Life With BibTeX

For a while I’ve had a blog post about BibTeX on the back burner, but now I don’t need to write it because Dan Wallach has done so. It’s a great post, but for emphasis I’ll repeat a handful of points that I tell students (and would like to tell authors of some papers I review) over and over. BibTeX users must:

  • Repeatedly proofread the BibTeX output. (For important papers I usually proofread to fixpoint: keep reading and editing the paper until I can read the entire document without wanting to make a single change. This is incredibly time-consuming.)
  • Never assume a bib entry found online is accurate.
  • Strive for consistency in fields listed, abbreviations used, etc. across all entries used in any single paper.
  • Proofread yet again every time the bibliography style is changed.
  • Include fields that help people identify and track down the cited paper, and (mostly) leave out fields that do not.

Ah, it feels better getting that off my chest. Thanks, Dan, for spelling out all the details!

4 Replies to “Life With BibTeX”

  1. I’ve rarely paid attention to any bibliography I’ve read except to look up the title and list of authors. I’ve simply never had a scientific need to know, for example, whether a paper was presented in Las Vegas or San Francisco. I admit that has led me to be lazy in my own bibtex entries. Some people are habitually late for meetings or habitually unresponsive to email. Although I am neither, I am (as I suspect lots of other authors are) habitually lazy about the bibtex fields beyond author list, title, and name/year (and maybe volume/pages) of conference/journal. It might be better for your sanity to learn to tolerate us than to think you can change us. 🙂

    I could understand the position, “include everything”, especially for the purpose of making automated citation indices more accurate. But Dan advocates leaving out lots of data, such as the LNCS volume and page numbers. I’ve also been directed by referees to include the phrase “to appear”, while Dan directs us to leave it out. I’m not saying he’s wrong and the other referees are correct, just that these are really personal preferences, rather than fundamental Laws of Science, that are probably not worth losing sleep over or chastising graduate students about.

    Much more important than conference addresses or title capitalization, for instance, is the admonition never to use “et al.”, since this robs the other authors of credit and has a small but real effect on scientific careers. Inconsistent capitalization of titles has never affected a single career. Similarly, however much time is spent formatting the *existing* entries, at least 50 times as much effort should go to ensuring that the list of entries is *complete*, i.e., that relevant prior work is cited. There are a few pointers in Dan’s list, such as making sure to include all authors and distrusting auto-generated bibtex entries, that seem to make a real difference in a bibliography’s influence on the world, but they are sort of scattered randomly throughout the pet peeves.

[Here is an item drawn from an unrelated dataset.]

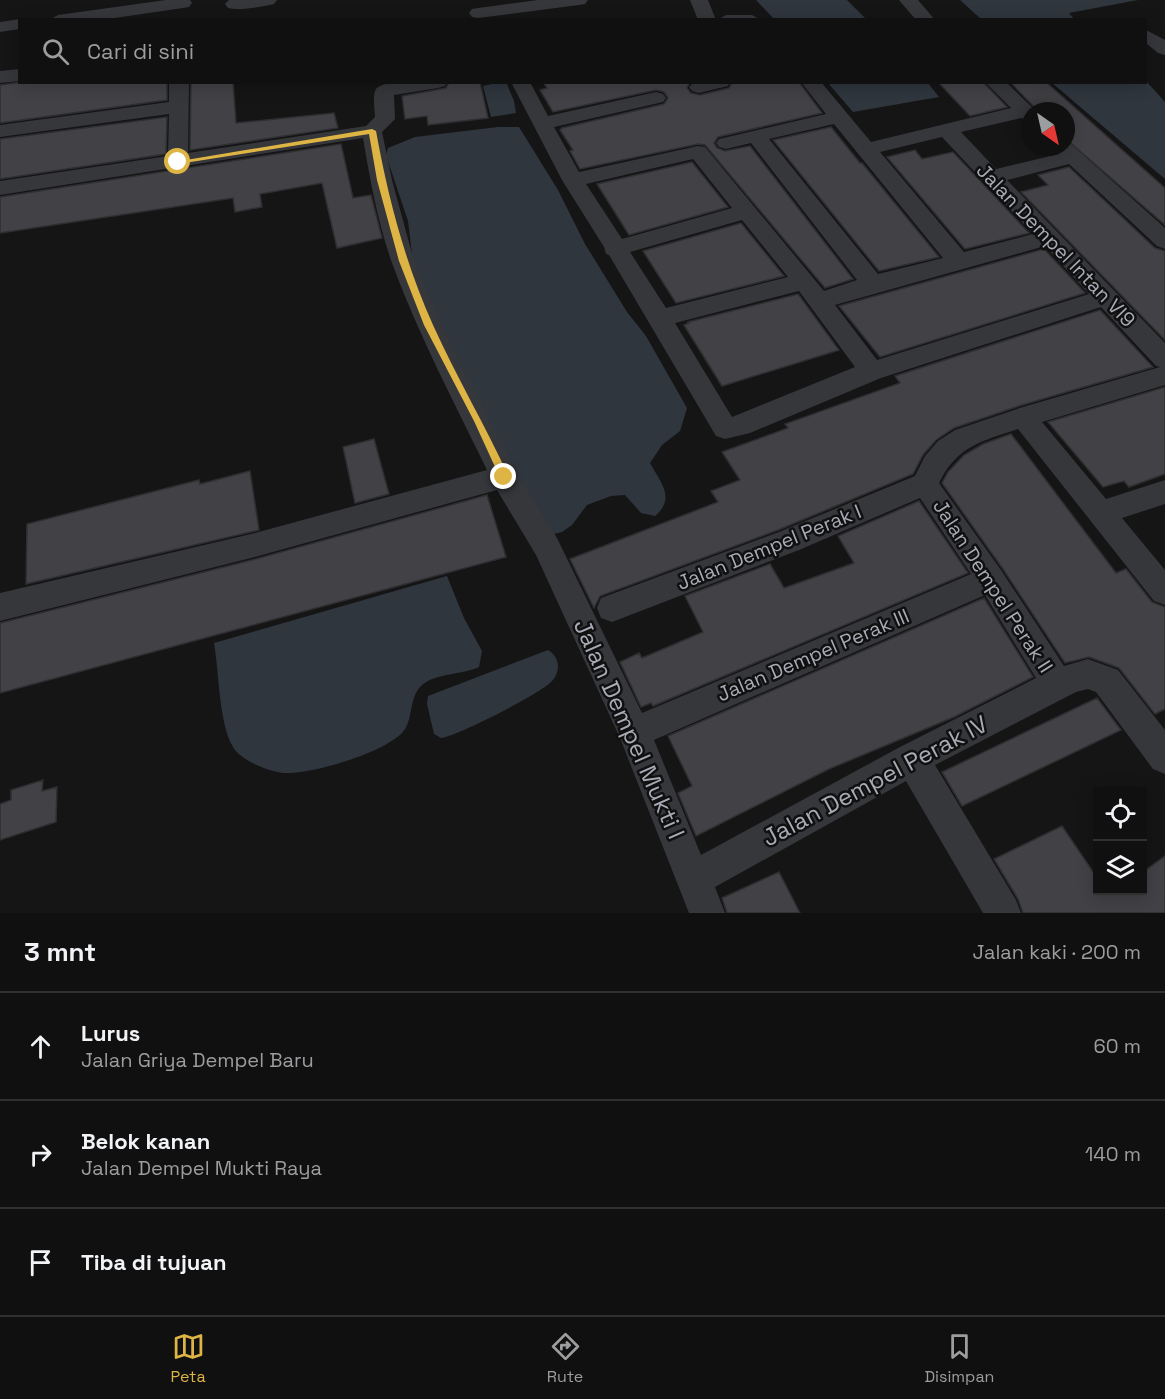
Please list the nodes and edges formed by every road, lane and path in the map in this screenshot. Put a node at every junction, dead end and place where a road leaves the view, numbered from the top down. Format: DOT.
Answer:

  2. Hi Dave, I just looked at the bibs for the top two pubs on your web page and they are not bad, probably around 80th percentile of overall goodness for all bibliographies I look at. So basically you are not the target of Dan’s or my rants.

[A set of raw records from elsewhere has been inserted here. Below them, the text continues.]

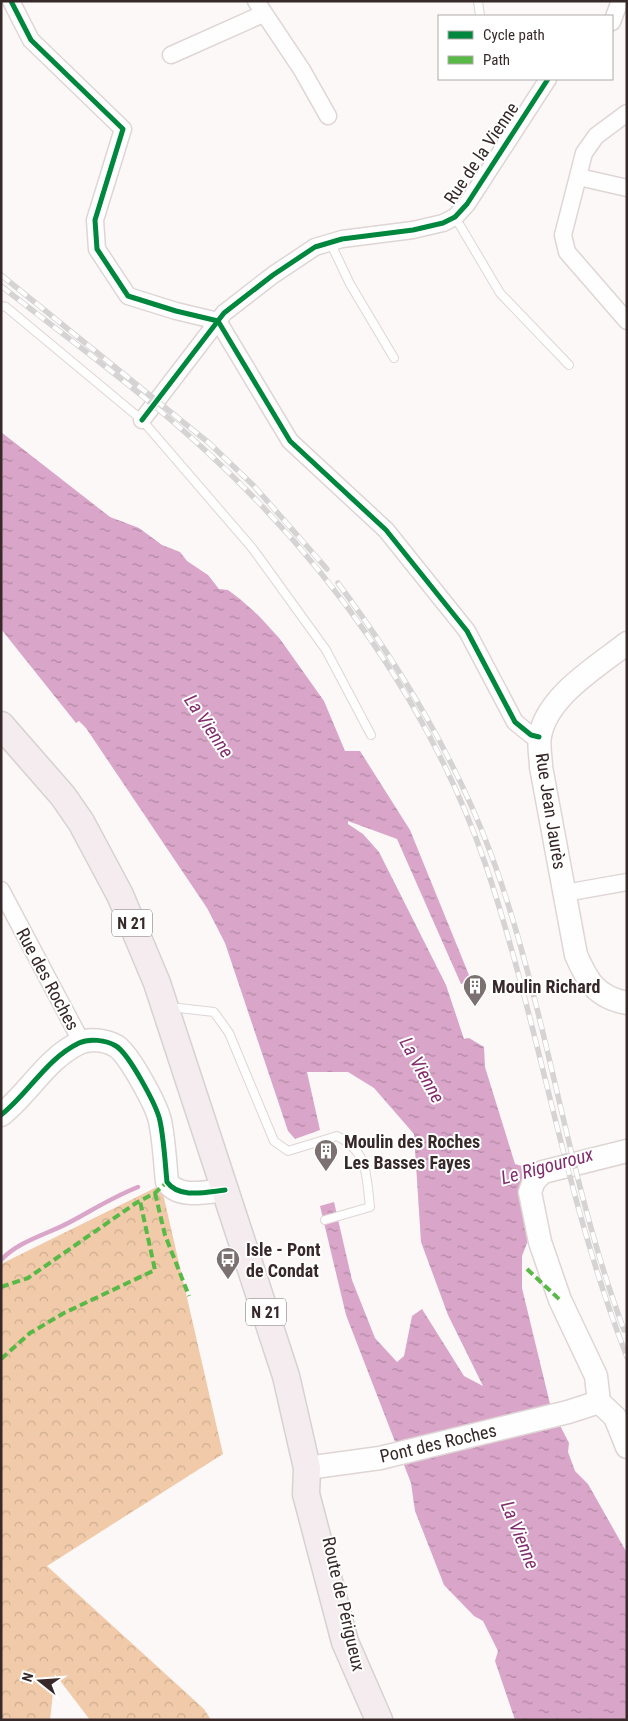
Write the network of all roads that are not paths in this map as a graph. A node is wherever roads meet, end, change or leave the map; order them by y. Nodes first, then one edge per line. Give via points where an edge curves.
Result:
1 (11, 1) edge
2 (478, 1) edge
3 (620, 1) edge
4 (259, 7) edge
5 (480, 15) edge
6 (613, 19) edge
7 (172, 55) dead end
8 (547, 80) edge
9 (627, 114) edge
10 (328, 116) dead end
11 (579, 177) junction
12 (627, 188) edge
13 (455, 217) junction
14 (330, 242) junction
15 (1, 306) edge
16 (218, 321) junction
17 (627, 321) edge
18 (394, 358) dead end
19 (570, 366) dead end
20 (142, 420) junction
21 (627, 643) edge
22 (1, 725) edge
23 (371, 735) dead end
24 (539, 737) junction
25 (627, 882) edge
26 (1, 890) edge
27 (565, 894) junction
28 (627, 1003) edge
29 (165, 1006) junction
30 (81, 1041) junction
31 (1, 1115) edge
32 (627, 1151) edge
33 (225, 1190) junction
34 (325, 1220) dead end
35 (599, 1402) junction
36 (627, 1447) edge
37 (307, 1468) junction
38 (378, 1720) edge

1 - 16 street via 31,40 123,129 95,220 97,249 128,296 176,312
2 - 5 lane
3 - 6 street
4 - 7 street
4 - 10 street via 302,70
8 - 13 street, Rue de la Vienne via 467,204
9 - 11 street via 596,136 584,153
11 - 12 street
11 - 17 street via 563,235 567,252
13 - 14 street, Rue de la Vienne via 413,230
13 - 19 lane via 500,293
14 - 16 street, Rue de la Vienne via 315,247 273,275
14 - 18 lane via 350,284
15 - 20 lane
16 - 20 street, Rue de la Vienne
16 - 24 street via 290,441 386,530 466,631 515,722 531,735
20 - 23 lane via 253,549 326,650
21 - 24 street, Rue Jean Jaurès via 559,698 546,717
22 - 29 main road, N 21 via 63,796 81,822 120,895
24 - 27 street, Rue Jean Jaurès via 541,767
25 - 27 street
26 - 30 street, Rue des Roches
27 - 28 street, Rue Jean Jaurès via 576,955 588,982 602,994
29 - 33 main road, N 21
29 - 34 lane via 214,1012 229,1033 274,1141 288,1151 336,1136 353,1144 365,1166 370,1207
30 - 31 street via 53,1061
30 - 33 street via 104,1041 125,1055 160,1120 167,1182 171,1187 182,1192
32 - 35 street via 543,1172 534,1181 530,1192 543,1250 560,1300 596,1376
33 - 37 main road, N 21 via 286,1376
35 - 36 street via 615,1417
35 - 37 street, Pont des Roches via 380,1458
37 - 38 main road, Route de Périgueux / N 21 via 306,1494 345,1642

    The reason I’m anal about my own (and my students’) bibliographies is that when I’m reading someone else’s paper, if one aspect is badly done, I assume that other aspects probably were not done carefully either. There are probably many reviewers like this. Same goes for notation used in proofs, formatting of graphs, spelling of words, etc. A paper is supposed to take a research result and package it up in an attractive and understandable form and doing at sloppy job at the paper detracts from its overall appeal.

  3. … if one aspect is badly done, I assume that other aspects probably were not done carefully either.

    This is a good point. I guess I just don’t spend time reading bibliographies (once I have the paper’s title), but I do spend time reading proofs and getting annoyed by minor notational things that don’t affect the science. To this day I’ve never understood how a self-respecting mathematician can use teensy-tiny little parentheses on each side of a really tall formula with fractions and summations.

  4. I think we all have our pet peeves, Dave, I’m not sure how bibliographies became one of mine. But once a pet peeve is acquired it’s difficult to exorcise.